"""

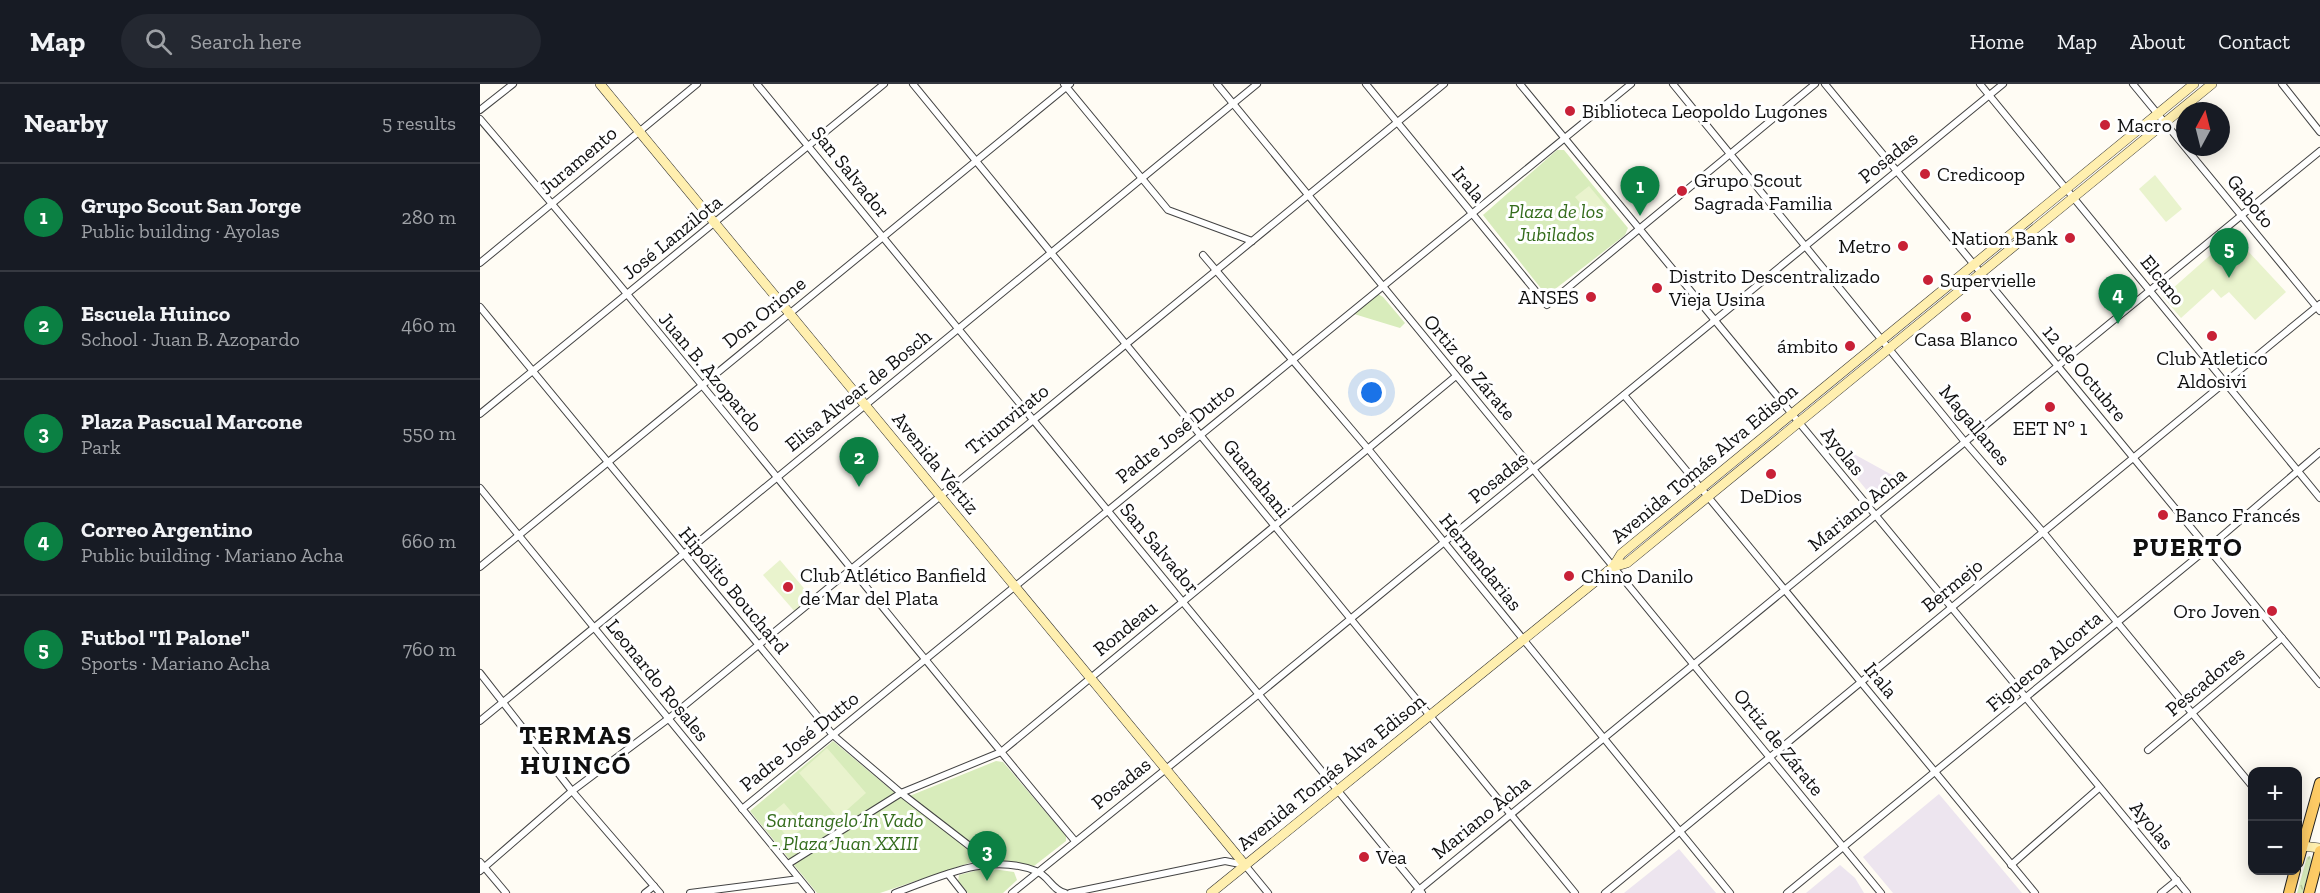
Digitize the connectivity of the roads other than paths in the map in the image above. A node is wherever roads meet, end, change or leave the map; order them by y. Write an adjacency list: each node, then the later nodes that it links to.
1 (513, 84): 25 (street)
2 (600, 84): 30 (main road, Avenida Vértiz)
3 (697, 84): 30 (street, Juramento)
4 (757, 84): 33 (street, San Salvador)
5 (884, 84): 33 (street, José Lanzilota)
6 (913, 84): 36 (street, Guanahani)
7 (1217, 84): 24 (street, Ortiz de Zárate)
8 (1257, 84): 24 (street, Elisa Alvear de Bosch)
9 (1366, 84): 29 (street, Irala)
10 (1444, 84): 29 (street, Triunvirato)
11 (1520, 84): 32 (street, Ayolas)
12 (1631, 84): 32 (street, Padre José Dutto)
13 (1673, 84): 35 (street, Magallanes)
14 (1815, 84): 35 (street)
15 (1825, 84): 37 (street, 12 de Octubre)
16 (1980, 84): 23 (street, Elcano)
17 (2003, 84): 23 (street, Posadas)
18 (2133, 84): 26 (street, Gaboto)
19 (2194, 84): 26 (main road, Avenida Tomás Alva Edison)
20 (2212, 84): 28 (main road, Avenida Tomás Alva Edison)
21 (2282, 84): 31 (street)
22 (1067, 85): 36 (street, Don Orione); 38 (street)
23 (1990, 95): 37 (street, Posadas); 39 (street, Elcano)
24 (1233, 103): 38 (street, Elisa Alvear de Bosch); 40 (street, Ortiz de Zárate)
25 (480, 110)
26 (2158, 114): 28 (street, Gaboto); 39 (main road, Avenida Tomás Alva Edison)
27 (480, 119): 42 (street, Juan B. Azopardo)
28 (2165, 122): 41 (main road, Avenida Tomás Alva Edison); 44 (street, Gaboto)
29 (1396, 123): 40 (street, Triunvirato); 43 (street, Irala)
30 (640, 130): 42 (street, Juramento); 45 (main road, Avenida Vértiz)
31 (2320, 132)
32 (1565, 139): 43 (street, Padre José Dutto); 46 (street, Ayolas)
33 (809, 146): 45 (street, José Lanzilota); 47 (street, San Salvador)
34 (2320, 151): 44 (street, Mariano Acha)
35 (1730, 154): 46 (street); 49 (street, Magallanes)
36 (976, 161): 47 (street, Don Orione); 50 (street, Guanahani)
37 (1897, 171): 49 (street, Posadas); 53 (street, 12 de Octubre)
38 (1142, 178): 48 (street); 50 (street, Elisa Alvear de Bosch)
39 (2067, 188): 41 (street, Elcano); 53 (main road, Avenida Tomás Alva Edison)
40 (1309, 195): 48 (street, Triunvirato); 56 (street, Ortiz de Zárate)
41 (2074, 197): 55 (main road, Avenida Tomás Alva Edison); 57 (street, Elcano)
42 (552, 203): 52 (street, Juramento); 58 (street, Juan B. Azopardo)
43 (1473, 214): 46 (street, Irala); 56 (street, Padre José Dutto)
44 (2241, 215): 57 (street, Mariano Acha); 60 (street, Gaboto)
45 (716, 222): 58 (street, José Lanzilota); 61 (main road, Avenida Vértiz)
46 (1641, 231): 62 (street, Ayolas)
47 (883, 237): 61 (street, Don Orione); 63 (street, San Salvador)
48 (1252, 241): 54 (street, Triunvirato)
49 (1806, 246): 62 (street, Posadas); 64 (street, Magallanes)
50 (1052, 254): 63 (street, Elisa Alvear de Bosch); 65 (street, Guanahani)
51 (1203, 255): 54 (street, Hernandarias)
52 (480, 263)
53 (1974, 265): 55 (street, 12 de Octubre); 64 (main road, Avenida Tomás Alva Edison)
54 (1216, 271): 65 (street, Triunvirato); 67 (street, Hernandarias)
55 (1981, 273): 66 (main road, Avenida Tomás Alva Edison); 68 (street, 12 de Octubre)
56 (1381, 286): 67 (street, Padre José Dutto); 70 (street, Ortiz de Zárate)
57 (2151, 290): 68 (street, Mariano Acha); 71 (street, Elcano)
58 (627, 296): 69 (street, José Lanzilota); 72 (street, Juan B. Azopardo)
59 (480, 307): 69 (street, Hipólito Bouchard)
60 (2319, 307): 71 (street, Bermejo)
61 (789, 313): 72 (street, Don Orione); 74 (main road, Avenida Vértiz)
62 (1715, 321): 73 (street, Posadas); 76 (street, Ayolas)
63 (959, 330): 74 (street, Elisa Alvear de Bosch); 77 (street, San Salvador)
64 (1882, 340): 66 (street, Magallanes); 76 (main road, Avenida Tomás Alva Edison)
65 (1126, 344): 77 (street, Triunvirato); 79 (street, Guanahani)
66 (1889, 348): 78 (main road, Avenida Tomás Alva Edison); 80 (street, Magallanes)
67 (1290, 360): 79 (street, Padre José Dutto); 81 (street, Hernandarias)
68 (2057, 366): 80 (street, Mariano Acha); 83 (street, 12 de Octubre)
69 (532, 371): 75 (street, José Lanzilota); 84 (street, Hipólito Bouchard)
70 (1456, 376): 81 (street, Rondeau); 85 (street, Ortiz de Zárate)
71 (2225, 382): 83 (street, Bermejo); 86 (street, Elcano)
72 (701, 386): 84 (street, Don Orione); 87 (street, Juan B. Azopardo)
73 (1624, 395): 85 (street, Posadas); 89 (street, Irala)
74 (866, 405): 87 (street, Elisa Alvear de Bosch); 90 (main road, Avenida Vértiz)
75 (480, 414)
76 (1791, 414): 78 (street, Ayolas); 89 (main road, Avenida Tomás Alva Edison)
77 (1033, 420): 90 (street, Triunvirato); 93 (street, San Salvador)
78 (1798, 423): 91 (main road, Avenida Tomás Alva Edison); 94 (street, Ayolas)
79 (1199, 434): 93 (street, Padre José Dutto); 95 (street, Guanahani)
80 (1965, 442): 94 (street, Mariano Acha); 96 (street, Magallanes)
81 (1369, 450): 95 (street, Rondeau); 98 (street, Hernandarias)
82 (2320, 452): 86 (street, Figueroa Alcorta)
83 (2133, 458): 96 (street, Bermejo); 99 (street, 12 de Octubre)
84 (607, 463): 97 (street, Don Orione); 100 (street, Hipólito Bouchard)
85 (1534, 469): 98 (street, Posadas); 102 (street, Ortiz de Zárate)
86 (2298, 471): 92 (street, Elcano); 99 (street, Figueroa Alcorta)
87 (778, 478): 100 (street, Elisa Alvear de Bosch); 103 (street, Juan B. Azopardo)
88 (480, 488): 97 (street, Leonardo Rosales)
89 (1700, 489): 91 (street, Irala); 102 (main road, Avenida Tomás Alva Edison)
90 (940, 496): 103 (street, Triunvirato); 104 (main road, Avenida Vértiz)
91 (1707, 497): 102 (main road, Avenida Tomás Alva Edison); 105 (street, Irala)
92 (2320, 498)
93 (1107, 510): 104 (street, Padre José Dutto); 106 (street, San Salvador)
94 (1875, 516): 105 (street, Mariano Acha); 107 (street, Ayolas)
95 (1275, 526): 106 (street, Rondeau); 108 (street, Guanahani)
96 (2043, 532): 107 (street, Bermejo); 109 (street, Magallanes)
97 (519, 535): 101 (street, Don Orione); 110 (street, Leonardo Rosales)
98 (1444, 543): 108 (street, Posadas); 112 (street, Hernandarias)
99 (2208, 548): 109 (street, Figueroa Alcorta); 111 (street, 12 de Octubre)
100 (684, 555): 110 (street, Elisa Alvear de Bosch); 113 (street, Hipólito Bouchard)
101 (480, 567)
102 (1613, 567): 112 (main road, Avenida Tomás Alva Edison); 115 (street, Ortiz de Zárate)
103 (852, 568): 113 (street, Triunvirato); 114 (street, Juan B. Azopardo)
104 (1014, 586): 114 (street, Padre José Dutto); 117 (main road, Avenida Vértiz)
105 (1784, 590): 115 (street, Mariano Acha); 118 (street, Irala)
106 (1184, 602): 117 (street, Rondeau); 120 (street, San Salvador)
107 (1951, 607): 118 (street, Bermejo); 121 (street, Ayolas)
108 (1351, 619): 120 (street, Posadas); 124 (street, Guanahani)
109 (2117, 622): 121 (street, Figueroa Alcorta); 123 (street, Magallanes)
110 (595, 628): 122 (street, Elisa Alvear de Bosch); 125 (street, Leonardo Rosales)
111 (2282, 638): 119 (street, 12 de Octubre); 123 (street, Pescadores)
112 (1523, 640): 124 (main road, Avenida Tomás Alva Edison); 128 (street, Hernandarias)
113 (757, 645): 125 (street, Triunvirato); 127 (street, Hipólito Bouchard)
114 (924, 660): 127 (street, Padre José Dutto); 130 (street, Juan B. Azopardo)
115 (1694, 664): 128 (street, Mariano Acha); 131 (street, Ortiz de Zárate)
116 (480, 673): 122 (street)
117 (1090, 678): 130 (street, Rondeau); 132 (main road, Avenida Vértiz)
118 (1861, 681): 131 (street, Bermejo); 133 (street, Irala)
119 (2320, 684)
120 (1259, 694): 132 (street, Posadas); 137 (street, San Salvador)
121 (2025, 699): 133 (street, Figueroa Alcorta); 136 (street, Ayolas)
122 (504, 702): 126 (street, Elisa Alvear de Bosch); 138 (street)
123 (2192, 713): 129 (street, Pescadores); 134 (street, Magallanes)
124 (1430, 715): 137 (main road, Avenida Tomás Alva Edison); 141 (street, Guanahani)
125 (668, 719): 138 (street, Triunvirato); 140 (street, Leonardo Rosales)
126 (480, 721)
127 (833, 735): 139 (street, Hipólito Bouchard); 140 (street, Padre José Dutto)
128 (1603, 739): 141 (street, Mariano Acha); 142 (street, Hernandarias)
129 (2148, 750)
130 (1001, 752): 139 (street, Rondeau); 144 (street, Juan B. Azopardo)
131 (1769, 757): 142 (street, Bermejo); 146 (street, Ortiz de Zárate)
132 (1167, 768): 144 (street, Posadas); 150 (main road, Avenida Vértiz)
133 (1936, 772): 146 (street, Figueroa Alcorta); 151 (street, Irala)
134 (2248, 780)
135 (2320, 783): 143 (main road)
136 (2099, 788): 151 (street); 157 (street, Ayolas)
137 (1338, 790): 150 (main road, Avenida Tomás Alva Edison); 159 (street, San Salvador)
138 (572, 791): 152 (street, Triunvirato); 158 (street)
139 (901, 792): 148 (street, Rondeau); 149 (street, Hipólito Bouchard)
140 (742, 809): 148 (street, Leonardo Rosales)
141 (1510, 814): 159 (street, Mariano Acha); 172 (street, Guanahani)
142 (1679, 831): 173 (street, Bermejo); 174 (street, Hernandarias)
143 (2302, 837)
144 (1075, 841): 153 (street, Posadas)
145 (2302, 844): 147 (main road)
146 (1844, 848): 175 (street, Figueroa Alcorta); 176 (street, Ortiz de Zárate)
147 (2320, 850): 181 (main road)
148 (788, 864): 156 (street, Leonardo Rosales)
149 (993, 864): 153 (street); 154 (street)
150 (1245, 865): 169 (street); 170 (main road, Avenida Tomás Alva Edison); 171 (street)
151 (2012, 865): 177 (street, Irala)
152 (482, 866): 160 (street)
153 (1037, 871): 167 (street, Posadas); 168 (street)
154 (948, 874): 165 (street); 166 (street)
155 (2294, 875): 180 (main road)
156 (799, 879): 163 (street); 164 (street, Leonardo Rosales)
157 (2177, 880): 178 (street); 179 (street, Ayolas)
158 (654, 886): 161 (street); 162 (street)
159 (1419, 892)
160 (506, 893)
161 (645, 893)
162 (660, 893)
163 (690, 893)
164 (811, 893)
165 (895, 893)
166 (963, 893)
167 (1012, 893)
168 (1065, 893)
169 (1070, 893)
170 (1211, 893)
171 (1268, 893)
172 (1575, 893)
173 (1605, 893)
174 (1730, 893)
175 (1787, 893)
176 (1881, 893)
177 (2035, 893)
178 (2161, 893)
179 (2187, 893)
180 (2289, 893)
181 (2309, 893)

"""

*What you have to do*
Track down every line in the entries that includes the string "Orione", and copy it.

*Response area*
22 (1067, 85): 36 (street, Don Orione); 38 (street)
36 (976, 161): 47 (street, Don Orione); 50 (street, Guanahani)
47 (883, 237): 61 (street, Don Orione); 63 (street, San Salvador)
61 (789, 313): 72 (street, Don Orione); 74 (main road, Avenida Vértiz)
72 (701, 386): 84 (street, Don Orione); 87 (street, Juan B. Azopardo)
84 (607, 463): 97 (street, Don Orione); 100 (street, Hipólito Bouchard)
97 (519, 535): 101 (street, Don Orione); 110 (street, Leonardo Rosales)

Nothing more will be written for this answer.